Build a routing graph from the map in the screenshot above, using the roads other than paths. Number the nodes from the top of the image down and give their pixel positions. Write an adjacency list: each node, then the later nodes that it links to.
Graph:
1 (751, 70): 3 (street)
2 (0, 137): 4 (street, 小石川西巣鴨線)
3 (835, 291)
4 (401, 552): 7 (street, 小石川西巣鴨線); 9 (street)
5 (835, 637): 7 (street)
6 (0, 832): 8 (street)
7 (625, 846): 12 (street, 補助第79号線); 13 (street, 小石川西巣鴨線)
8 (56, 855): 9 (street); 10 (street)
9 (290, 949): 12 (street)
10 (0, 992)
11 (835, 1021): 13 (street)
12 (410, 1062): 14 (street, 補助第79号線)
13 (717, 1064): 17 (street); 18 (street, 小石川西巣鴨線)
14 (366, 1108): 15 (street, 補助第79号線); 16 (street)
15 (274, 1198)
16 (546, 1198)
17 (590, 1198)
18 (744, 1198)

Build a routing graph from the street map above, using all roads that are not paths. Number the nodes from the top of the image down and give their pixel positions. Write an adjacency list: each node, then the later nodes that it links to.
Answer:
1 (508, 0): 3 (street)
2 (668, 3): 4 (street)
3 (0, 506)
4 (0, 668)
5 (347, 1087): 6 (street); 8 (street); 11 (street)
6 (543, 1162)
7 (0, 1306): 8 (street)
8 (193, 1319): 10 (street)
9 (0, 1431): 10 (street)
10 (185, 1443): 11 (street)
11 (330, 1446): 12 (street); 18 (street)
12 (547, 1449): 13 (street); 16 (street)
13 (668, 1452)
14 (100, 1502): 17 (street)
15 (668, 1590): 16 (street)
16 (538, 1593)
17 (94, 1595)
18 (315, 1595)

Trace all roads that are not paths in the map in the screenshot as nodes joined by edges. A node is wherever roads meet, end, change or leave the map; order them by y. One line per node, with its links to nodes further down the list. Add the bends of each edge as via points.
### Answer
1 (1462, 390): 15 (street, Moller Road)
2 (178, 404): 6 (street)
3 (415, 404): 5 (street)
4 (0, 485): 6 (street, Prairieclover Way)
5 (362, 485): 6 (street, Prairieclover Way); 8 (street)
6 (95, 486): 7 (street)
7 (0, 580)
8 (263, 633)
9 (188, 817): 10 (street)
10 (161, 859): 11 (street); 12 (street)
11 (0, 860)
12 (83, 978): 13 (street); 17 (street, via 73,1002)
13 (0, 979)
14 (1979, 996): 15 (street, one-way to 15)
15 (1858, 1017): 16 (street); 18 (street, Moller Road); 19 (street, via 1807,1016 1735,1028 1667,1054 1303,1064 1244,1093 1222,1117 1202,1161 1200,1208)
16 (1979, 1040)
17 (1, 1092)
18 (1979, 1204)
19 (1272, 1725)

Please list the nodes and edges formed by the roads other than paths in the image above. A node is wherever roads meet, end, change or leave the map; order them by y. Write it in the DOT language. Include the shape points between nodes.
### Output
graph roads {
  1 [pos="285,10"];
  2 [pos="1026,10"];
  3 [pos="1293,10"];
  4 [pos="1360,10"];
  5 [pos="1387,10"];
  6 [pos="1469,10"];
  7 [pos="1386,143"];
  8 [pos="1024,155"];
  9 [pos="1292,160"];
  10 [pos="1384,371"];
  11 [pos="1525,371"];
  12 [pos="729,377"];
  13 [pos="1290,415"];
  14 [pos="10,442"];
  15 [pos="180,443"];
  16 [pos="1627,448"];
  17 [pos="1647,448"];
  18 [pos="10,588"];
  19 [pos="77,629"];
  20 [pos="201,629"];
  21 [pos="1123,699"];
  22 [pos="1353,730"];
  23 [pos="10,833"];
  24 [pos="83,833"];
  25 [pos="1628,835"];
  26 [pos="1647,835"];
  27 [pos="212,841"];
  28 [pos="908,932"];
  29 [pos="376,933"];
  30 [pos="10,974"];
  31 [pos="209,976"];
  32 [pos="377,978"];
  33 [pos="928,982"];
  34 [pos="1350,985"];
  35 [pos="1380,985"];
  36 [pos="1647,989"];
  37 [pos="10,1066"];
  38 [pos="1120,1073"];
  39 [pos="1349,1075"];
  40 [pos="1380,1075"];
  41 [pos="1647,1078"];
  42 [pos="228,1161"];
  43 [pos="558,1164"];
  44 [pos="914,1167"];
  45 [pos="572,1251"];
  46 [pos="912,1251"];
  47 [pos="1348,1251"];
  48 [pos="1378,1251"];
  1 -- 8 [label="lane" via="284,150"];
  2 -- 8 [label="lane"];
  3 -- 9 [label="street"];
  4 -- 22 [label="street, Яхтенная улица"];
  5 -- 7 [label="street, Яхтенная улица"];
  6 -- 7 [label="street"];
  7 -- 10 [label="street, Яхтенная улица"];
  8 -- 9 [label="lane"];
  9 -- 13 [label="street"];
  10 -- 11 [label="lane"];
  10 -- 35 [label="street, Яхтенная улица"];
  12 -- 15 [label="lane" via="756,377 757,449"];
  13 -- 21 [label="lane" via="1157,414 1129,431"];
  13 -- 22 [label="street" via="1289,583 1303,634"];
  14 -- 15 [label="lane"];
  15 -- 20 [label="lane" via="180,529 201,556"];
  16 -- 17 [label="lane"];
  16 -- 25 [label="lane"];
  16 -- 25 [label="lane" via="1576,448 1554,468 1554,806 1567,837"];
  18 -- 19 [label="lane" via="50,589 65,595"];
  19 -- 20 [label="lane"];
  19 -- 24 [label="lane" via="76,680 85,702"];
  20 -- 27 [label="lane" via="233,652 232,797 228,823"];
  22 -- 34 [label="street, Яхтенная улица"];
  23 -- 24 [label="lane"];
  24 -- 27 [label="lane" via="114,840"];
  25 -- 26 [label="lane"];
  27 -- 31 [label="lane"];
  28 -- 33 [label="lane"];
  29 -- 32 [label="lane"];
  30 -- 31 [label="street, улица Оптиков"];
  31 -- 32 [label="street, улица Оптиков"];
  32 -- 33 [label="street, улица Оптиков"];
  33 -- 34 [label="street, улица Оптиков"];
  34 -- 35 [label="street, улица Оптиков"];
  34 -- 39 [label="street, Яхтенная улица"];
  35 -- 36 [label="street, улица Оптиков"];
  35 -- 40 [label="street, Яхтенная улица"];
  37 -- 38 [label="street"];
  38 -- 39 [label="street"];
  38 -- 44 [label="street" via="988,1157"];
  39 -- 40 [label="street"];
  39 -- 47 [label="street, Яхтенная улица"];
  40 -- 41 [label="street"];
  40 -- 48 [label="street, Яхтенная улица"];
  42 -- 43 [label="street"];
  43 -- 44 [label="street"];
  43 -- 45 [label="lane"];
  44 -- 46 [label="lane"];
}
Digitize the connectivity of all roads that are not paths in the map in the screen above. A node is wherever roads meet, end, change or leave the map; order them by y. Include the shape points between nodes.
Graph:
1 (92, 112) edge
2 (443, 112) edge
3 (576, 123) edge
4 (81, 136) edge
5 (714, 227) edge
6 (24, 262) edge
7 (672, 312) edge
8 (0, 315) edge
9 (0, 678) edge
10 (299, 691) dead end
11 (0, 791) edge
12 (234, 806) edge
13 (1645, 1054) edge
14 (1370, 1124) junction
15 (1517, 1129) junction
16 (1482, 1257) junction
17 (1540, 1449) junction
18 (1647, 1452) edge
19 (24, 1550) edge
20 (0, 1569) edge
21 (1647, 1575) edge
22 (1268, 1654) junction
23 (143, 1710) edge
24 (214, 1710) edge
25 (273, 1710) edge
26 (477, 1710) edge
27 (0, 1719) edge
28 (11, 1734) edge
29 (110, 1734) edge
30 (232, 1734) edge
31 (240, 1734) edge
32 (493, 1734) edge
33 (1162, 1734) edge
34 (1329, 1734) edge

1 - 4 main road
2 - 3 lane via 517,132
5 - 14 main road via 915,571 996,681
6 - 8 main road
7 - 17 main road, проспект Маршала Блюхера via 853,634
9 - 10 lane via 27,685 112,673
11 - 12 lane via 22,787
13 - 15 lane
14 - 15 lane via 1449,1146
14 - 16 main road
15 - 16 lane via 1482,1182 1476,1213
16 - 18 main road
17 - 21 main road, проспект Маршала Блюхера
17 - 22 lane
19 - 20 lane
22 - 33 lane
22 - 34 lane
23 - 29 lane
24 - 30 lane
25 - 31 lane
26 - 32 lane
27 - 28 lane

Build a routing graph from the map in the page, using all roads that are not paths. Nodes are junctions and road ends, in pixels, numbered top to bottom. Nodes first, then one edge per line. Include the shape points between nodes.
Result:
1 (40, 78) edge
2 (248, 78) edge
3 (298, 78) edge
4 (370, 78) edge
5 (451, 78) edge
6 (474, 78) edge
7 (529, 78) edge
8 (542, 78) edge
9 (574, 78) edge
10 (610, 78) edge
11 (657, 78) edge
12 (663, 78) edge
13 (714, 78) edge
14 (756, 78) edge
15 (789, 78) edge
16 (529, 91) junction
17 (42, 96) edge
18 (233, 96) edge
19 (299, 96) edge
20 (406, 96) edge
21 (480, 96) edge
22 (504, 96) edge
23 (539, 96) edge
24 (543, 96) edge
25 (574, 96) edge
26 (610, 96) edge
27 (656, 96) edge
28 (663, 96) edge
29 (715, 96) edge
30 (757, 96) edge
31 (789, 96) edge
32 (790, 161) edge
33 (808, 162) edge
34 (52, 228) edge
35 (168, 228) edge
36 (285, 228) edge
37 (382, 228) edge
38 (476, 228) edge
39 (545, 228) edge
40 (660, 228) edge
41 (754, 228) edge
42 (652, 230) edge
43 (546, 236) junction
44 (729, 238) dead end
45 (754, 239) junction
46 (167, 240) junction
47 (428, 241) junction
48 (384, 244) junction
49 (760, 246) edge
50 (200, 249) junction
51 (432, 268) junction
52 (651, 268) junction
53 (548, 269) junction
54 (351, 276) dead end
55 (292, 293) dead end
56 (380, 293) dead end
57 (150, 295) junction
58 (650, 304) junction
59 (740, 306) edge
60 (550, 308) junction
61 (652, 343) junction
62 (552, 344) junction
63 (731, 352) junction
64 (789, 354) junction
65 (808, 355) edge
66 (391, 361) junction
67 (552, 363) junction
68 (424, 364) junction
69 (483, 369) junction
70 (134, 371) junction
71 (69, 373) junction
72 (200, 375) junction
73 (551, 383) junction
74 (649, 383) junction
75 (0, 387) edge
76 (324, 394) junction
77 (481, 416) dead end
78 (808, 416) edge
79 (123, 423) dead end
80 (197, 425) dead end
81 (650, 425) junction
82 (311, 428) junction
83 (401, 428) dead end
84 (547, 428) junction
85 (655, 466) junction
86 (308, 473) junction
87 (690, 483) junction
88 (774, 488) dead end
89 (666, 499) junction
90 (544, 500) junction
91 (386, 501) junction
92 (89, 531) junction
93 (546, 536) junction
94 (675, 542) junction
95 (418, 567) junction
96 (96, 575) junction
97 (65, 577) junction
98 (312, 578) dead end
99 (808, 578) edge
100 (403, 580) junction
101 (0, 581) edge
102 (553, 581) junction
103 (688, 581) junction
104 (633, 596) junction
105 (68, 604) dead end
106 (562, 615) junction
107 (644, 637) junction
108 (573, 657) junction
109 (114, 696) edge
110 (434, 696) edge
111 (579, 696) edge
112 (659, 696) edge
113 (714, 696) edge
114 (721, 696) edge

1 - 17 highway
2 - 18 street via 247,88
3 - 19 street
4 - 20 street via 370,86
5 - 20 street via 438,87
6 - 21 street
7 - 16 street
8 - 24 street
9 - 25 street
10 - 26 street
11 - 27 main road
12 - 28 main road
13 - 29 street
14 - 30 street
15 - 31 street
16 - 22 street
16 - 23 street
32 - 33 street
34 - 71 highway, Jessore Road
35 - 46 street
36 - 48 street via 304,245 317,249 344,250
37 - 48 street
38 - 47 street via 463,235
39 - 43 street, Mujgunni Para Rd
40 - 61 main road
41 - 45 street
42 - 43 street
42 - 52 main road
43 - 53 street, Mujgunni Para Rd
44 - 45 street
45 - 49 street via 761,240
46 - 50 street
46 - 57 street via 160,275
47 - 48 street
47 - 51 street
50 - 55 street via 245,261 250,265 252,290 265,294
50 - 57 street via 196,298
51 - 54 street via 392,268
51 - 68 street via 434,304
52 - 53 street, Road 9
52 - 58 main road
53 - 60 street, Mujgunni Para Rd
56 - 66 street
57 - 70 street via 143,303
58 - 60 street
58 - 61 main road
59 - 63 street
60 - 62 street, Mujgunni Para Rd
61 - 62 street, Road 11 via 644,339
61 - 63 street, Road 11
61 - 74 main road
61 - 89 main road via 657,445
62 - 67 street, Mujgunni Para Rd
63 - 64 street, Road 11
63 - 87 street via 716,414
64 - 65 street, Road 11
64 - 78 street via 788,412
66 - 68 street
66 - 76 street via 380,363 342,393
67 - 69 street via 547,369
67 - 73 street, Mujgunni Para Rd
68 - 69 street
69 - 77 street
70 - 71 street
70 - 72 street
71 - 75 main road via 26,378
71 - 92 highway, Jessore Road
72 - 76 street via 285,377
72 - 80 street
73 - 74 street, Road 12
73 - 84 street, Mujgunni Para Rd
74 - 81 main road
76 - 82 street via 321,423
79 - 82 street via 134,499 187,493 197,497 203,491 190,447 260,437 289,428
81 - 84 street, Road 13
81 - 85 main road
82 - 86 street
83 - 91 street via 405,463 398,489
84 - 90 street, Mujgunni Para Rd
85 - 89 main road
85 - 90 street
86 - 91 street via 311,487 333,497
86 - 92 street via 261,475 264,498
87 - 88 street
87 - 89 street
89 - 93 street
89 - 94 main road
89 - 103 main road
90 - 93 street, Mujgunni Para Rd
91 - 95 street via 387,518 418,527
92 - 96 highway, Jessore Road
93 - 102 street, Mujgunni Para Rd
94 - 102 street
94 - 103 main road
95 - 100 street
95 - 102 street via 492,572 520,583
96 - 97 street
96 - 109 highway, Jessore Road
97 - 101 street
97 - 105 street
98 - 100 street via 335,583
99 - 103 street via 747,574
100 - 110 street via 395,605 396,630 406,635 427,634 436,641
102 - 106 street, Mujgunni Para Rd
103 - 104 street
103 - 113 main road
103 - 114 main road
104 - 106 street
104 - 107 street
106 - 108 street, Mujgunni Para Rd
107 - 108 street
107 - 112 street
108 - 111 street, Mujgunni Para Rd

########

[What to do]
Exactly as they appear, please write out the lines from the opening of the listing above down to the line containing "Build a routing graph from the street", with both end lines included.

[Output of the exercise]
Build a routing graph from the map in the screenshot above, using the roads other than paths. Number the nodes from the top of the image down and give their pixel positions. Write an adjacency list: each node, then the later nodes that it links to.
Graph:
1 (751, 70): 3 (street)
2 (0, 137): 4 (street, 小石川西巣鴨線)
3 (835, 291)
4 (401, 552): 7 (street, 小石川西巣鴨線); 9 (street)
5 (835, 637): 7 (street)
6 (0, 832): 8 (street)
7 (625, 846): 12 (street, 補助第79号線); 13 (street, 小石川西巣鴨線)
8 (56, 855): 9 (street); 10 (street)
9 (290, 949): 12 (street)
10 (0, 992)
11 (835, 1021): 13 (street)
12 (410, 1062): 14 (street, 補助第79号線)
13 (717, 1064): 17 (street); 18 (street, 小石川西巣鴨線)
14 (366, 1108): 15 (street, 補助第79号線); 16 (street)
15 (274, 1198)
16 (546, 1198)
17 (590, 1198)
18 (744, 1198)

Build a routing graph from the street map above, using all roads that are not paths. Number the nodes from the top of the image down and give their pixel positions. Write an adjacency list: each node, then the later nodes that it links to.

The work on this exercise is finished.